海外では非常に貴重であった銀が取れたという話が諸外国にも伝わり、中国やインド、朝鮮などからその銀を分けてもらおうと沢山船がやってきた。
これはちょっと難しい。そちらの東西交涉史の先生の方がお詳しいでしょう。 最初は暦かと思いました。「十二時を司るに夜昼の長短をちがえず」は暦に日の出、日の入りまで書いてある天文学的な暦だろうと。「十二時」とは中国の時刻の区分で、今なら24時間のことだと。響鐘の声と 十三の琴の糸ひかざるに五調子十に調子を吟ずると」はそれとは別に「琴」もあったのかと。 しかし上記の文がひとつのものを指しているとすると、これは時計ではないかと思います。そこで時計の歴史をWikipediaで調べたら、ガリレオ・ガリレイはまだですが、その前に初期のヨーロッパの機械式時計とかオスマンの機械時計なるものがある。天竺=インドですが、この時代にインドから来る船とは東インド会社のような(東インド会社が出来るのはもう少し後ですが)のヨーロッパ人のものでしょう。
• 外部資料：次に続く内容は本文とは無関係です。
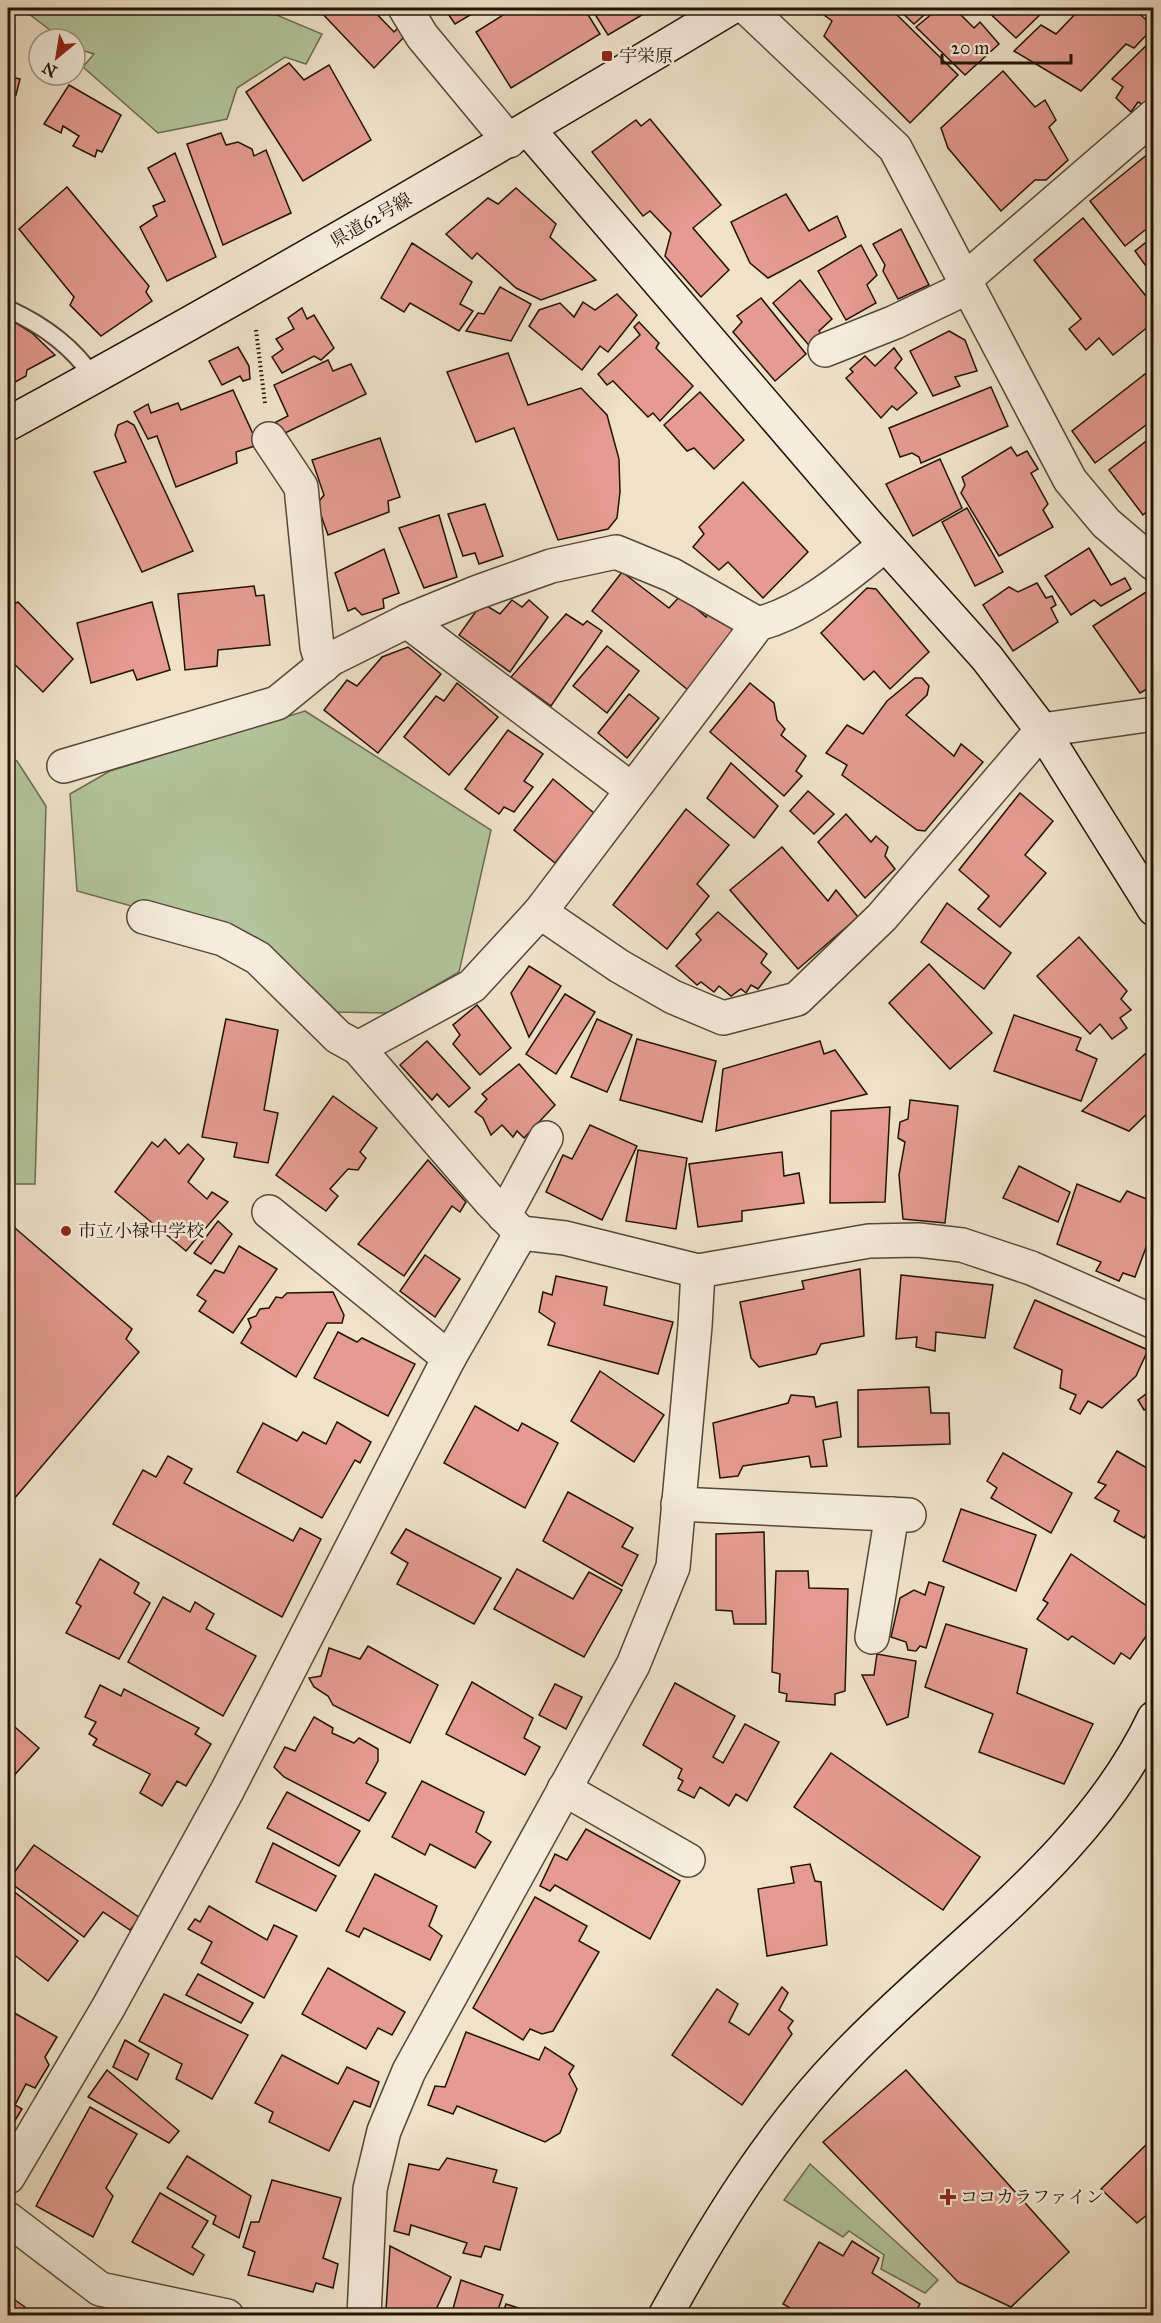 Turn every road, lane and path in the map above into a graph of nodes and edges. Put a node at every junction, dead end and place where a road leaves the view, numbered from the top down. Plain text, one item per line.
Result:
1 (405, 8) edge
2 (730, 8) edge
3 (747, 8) edge
4 (1154, 116) edge
5 (518, 135) junction
6 (965, 284) junction
7 (8, 309) edge
8 (255, 321) dead end
9 (825, 350) dead end
10 (93, 377) junction
11 (8, 424) edge
12 (269, 439) joint
13 (885, 545) junction
14 (1148, 549) edge
15 (407, 621) junction
16 (758, 624) junction
17 (323, 666) junction
18 (1154, 714) edge
19 (1042, 730) junction
20 (64, 766) dead end
21 (631, 789) junction
22 (1154, 909) edge
23 (540, 912) junction
24 (144, 917) dead end
25 (358, 1048) junction
26 (546, 1138) dead end
27 (269, 1212) dead end
28 (513, 1224) junction
29 (698, 1271) junction
30 (1154, 1322) edge
31 (449, 1358) junction
32 (678, 1504) junction
33 (872, 1637) dead end
34 (1152, 1726) edge
35 (564, 1790) junction
36 (688, 1860) dead end
37 (8, 2177) edge
38 (8, 2219) edge
39 (227, 2316) edge
40 (364, 2316) edge
41 (665, 2316) edge

1 - 5 street
2 - 5 street, 県道62号線
3 - 6 street
4 - 6 street
5 - 10 street, 県道62号線
5 - 13 street
6 - 9 street
6 - 14 street
7 - 10 lane
8 - 12 path
10 - 11 street, 県道62号線
12 - 17 street
13 - 16 street
13 - 19 street
15 - 16 street
15 - 17 street
15 - 21 street
16 - 21 street
17 - 20 street
18 - 19 street
19 - 22 street
19 - 23 street
21 - 23 street
23 - 25 street
24 - 25 street
25 - 28 street
26 - 28 street
27 - 31 street
28 - 29 street
28 - 31 street
29 - 30 street
29 - 32 street
31 - 37 street
32 - 33 street
32 - 35 street
34 - 41 street
35 - 36 street
35 - 40 street
38 - 39 street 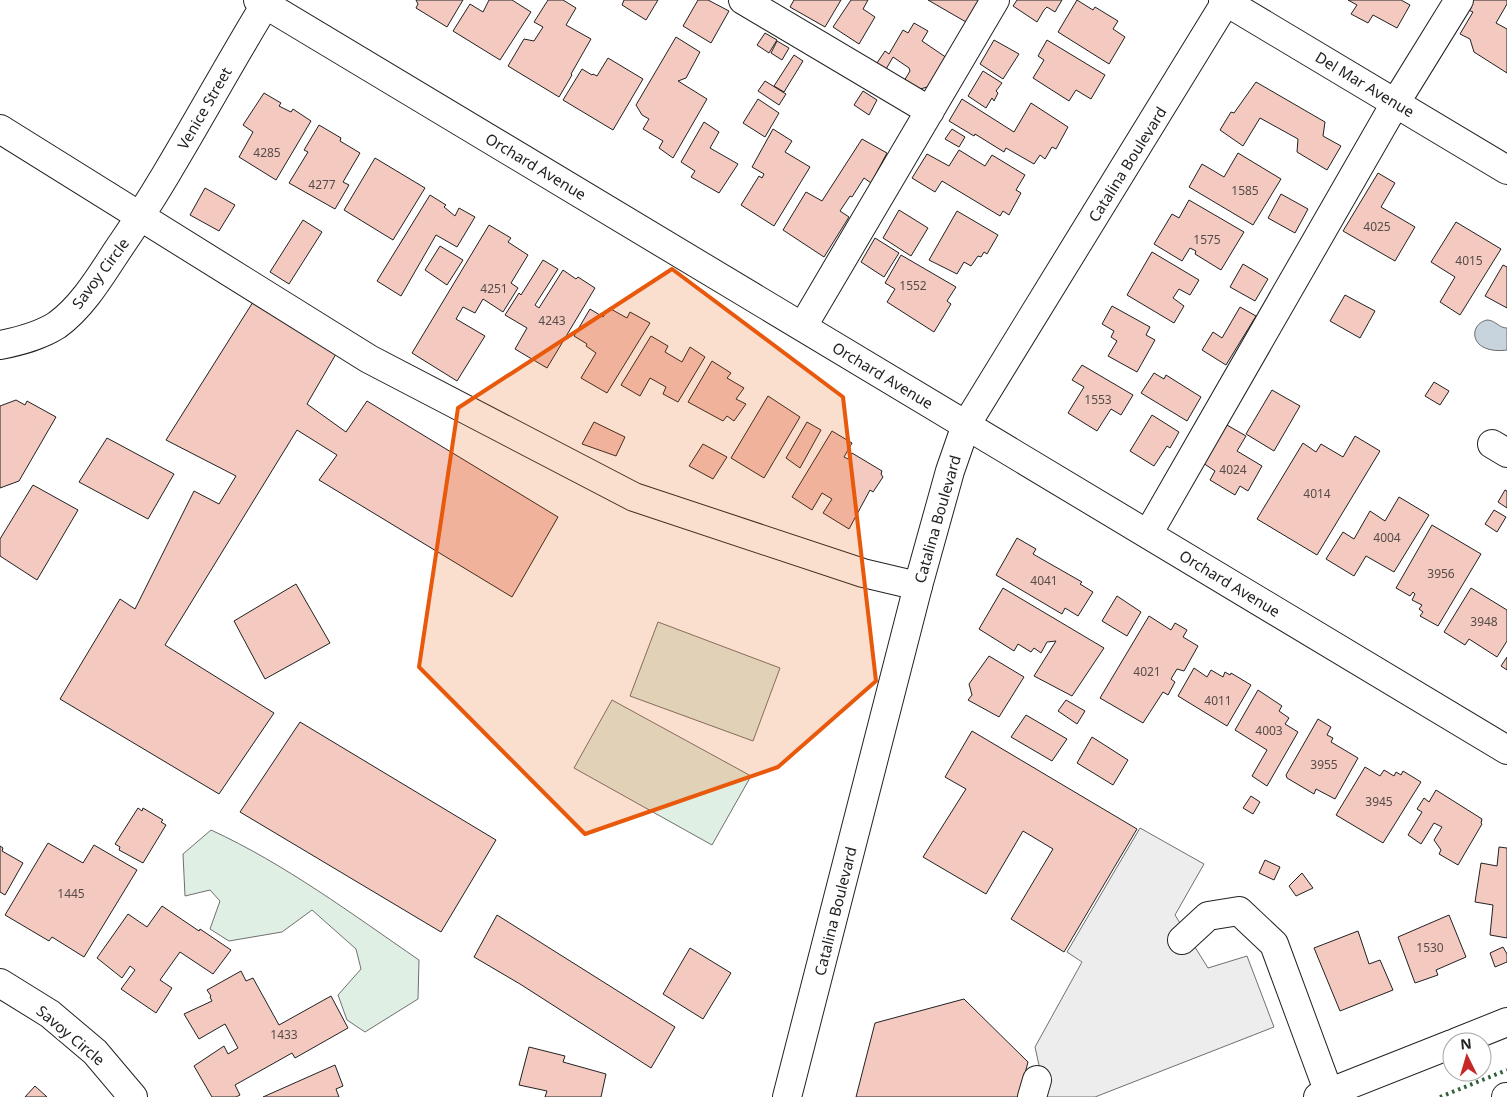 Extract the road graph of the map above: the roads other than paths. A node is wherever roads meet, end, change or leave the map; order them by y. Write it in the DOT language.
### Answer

インド文化で考えるよりヨーロッパ文化で考える必要がある。 ヨーロッパの国策武装商社なら世界各国のハイテク商品や、貴重商品を世界規模で右から左へと流通させるのが仕事です。そんなものを見たこともない国に持って行って、その国には豊富で、ヨーロッパでは貴重なものに交換する。それで莫大な利益を上げた。アフリカに持って行って物々交換に使ったのは首飾りに使えるガラスの玉です。日本の骨董界では「アフリカのトンボ玉」として一部に有名。現に私が持っているものは18世紀にオランダで作られたものです。アフリカでそれを何と交換したのかは知りませんが、インド近辺なら胡椒と布の染め物。中国なら景徳鎮などの青磁白磁、日本なら銀です。後には伊万里の絵付の白磁も主力商品になりましたが、この時代にはヨーロッパが欲しがった白磁は日本にはありません。漆器も輸出しだすのはもう少し後だと思います。 実際に大内義隆は有名なイエスズ会の宣教師、フランシスコザビエルと会っています。フランシスコザビエルは銀目当ての船に乗ってきた訳ではなくて、九州の平戸経由ですが、そのときの献上品に置時計がある。それらを重ねあわせると、上記の一文はその置き時計を指しているのではないかと。その頃の日本に「時計」と云う言葉はありません。それが置時計ならこの表現は実にしっくりきます。 意訳はこういうことに。 「インドから来た人の贈り物のその中には、時刻(十二時)を正確に測り(夜昼の長短をちがえず、司り)、一時間毎に鐘が響き、琴に糸など引いていないのに様々な音色のメロディー(五調子十二調子)を奏でる。」
次ぎの「程遠けれども くもりなき鏡」は「遠くがはっきりと見える鏡」、つまり望遠鏡( telescopic)かと思いました。そう解釈した人は私以外にも沢山いるようですが。 ところが中国の大学院の依頼主Cさんは近眼用の眼鏡ではないかと。う〜ん。 「老眼のあざやかにみゆる鏡のかげなれば」の中の「かげなれば」どんな意味かとも聞かれたんですが、解りません。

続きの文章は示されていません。